** Supplied data follows **
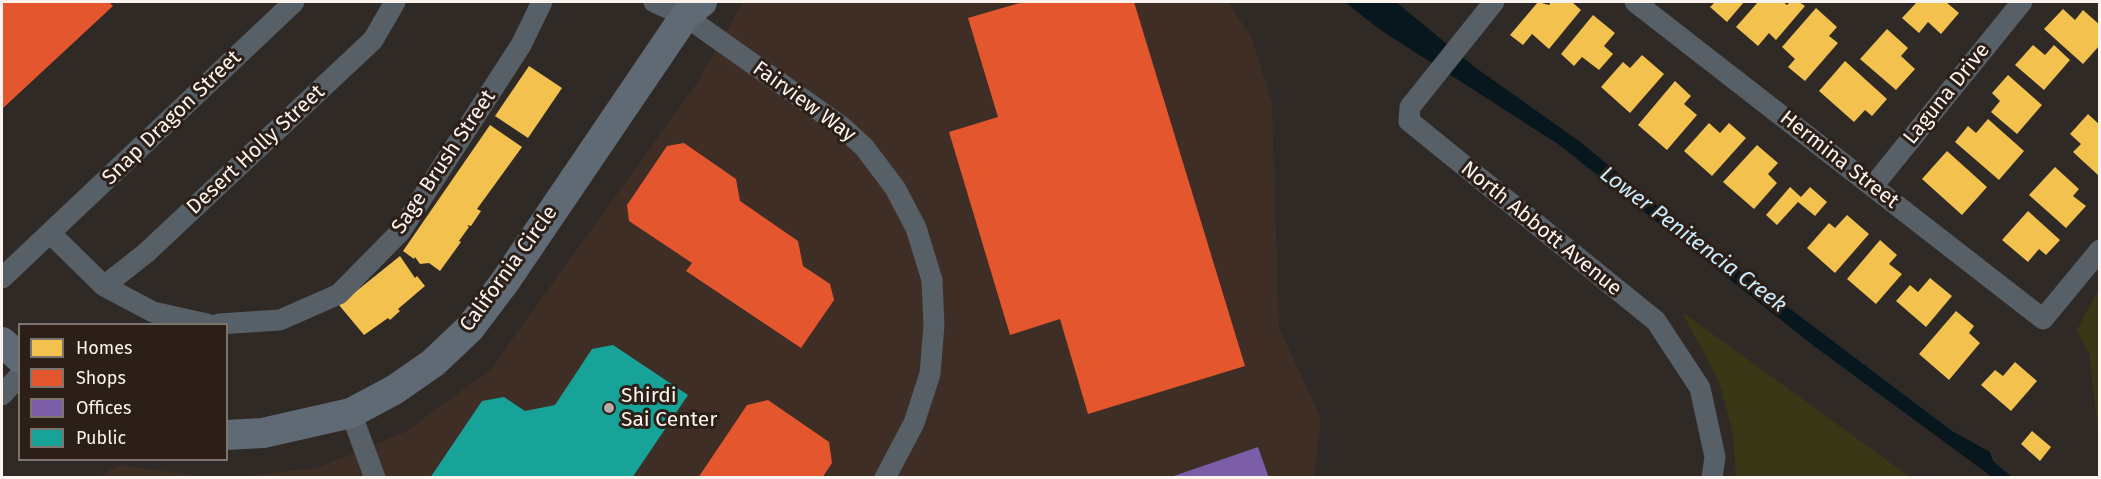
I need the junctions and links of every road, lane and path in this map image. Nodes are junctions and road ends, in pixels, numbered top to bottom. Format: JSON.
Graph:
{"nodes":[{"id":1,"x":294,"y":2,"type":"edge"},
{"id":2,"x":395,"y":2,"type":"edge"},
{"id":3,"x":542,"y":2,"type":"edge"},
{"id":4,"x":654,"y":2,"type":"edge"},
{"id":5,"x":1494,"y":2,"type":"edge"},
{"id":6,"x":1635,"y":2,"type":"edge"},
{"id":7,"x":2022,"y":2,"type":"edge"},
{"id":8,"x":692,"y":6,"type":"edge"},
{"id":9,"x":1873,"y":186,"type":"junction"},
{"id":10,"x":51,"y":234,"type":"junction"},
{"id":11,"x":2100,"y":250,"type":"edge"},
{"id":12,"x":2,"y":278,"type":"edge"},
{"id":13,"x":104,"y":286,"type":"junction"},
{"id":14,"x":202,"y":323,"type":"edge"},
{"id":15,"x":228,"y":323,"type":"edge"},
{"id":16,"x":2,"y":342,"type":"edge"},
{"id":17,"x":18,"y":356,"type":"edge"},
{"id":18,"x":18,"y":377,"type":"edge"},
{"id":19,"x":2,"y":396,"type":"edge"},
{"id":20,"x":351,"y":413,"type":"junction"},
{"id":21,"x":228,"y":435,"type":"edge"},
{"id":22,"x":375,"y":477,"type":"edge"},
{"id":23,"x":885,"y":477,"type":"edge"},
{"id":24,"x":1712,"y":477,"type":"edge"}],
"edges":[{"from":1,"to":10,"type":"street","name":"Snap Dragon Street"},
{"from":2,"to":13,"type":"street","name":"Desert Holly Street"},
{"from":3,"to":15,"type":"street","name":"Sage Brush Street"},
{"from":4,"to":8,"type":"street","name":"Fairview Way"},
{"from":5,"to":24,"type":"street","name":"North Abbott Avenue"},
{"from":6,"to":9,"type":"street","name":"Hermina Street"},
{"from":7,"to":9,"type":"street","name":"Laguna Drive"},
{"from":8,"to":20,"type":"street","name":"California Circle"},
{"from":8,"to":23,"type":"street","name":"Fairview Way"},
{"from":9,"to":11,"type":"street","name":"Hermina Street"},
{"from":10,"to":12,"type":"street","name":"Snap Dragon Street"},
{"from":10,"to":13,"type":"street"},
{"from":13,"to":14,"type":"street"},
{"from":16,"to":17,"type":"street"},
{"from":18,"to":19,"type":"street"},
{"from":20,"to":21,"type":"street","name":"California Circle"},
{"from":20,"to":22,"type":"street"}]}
** End of Supplied data **
Action item – Can you restate all the records above word for word while dropping the pictures?

Exercise solution –
I need the junctions and links of every road, lane and path in this map image. Nodes are junctions and road ends, in pixels, numbered top to bottom. Format: JSON.
Graph:
{"nodes":[{"id":1,"x":294,"y":2,"type":"edge"},
{"id":2,"x":395,"y":2,"type":"edge"},
{"id":3,"x":542,"y":2,"type":"edge"},
{"id":4,"x":654,"y":2,"type":"edge"},
{"id":5,"x":1494,"y":2,"type":"edge"},
{"id":6,"x":1635,"y":2,"type":"edge"},
{"id":7,"x":2022,"y":2,"type":"edge"},
{"id":8,"x":692,"y":6,"type":"edge"},
{"id":9,"x":1873,"y":186,"type":"junction"},
{"id":10,"x":51,"y":234,"type":"junction"},
{"id":11,"x":2100,"y":250,"type":"edge"},
{"id":12,"x":2,"y":278,"type":"edge"},
{"id":13,"x":104,"y":286,"type":"junction"},
{"id":14,"x":202,"y":323,"type":"edge"},
{"id":15,"x":228,"y":323,"type":"edge"},
{"id":16,"x":2,"y":342,"type":"edge"},
{"id":17,"x":18,"y":356,"type":"edge"},
{"id":18,"x":18,"y":377,"type":"edge"},
{"id":19,"x":2,"y":396,"type":"edge"},
{"id":20,"x":351,"y":413,"type":"junction"},
{"id":21,"x":228,"y":435,"type":"edge"},
{"id":22,"x":375,"y":477,"type":"edge"},
{"id":23,"x":885,"y":477,"type":"edge"},
{"id":24,"x":1712,"y":477,"type":"edge"}],
"edges":[{"from":1,"to":10,"type":"street","name":"Snap Dragon Street"},
{"from":2,"to":13,"type":"street","name":"Desert Holly Street"},
{"from":3,"to":15,"type":"street","name":"Sage Brush Street"},
{"from":4,"to":8,"type":"street","name":"Fairview Way"},
{"from":5,"to":24,"type":"street","name":"North Abbott Avenue"},
{"from":6,"to":9,"type":"street","name":"Hermina Street"},
{"from":7,"to":9,"type":"street","name":"Laguna Drive"},
{"from":8,"to":20,"type":"street","name":"California Circle"},
{"from":8,"to":23,"type":"street","name":"Fairview Way"},
{"from":9,"to":11,"type":"street","name":"Hermina Street"},
{"from":10,"to":12,"type":"street","name":"Snap Dragon Street"},
{"from":10,"to":13,"type":"street"},
{"from":13,"to":14,"type":"street"},
{"from":16,"to":17,"type":"street"},
{"from":18,"to":19,"type":"street"},
{"from":20,"to":21,"type":"street","name":"California Circle"},
{"from":20,"to":22,"type":"street"}]}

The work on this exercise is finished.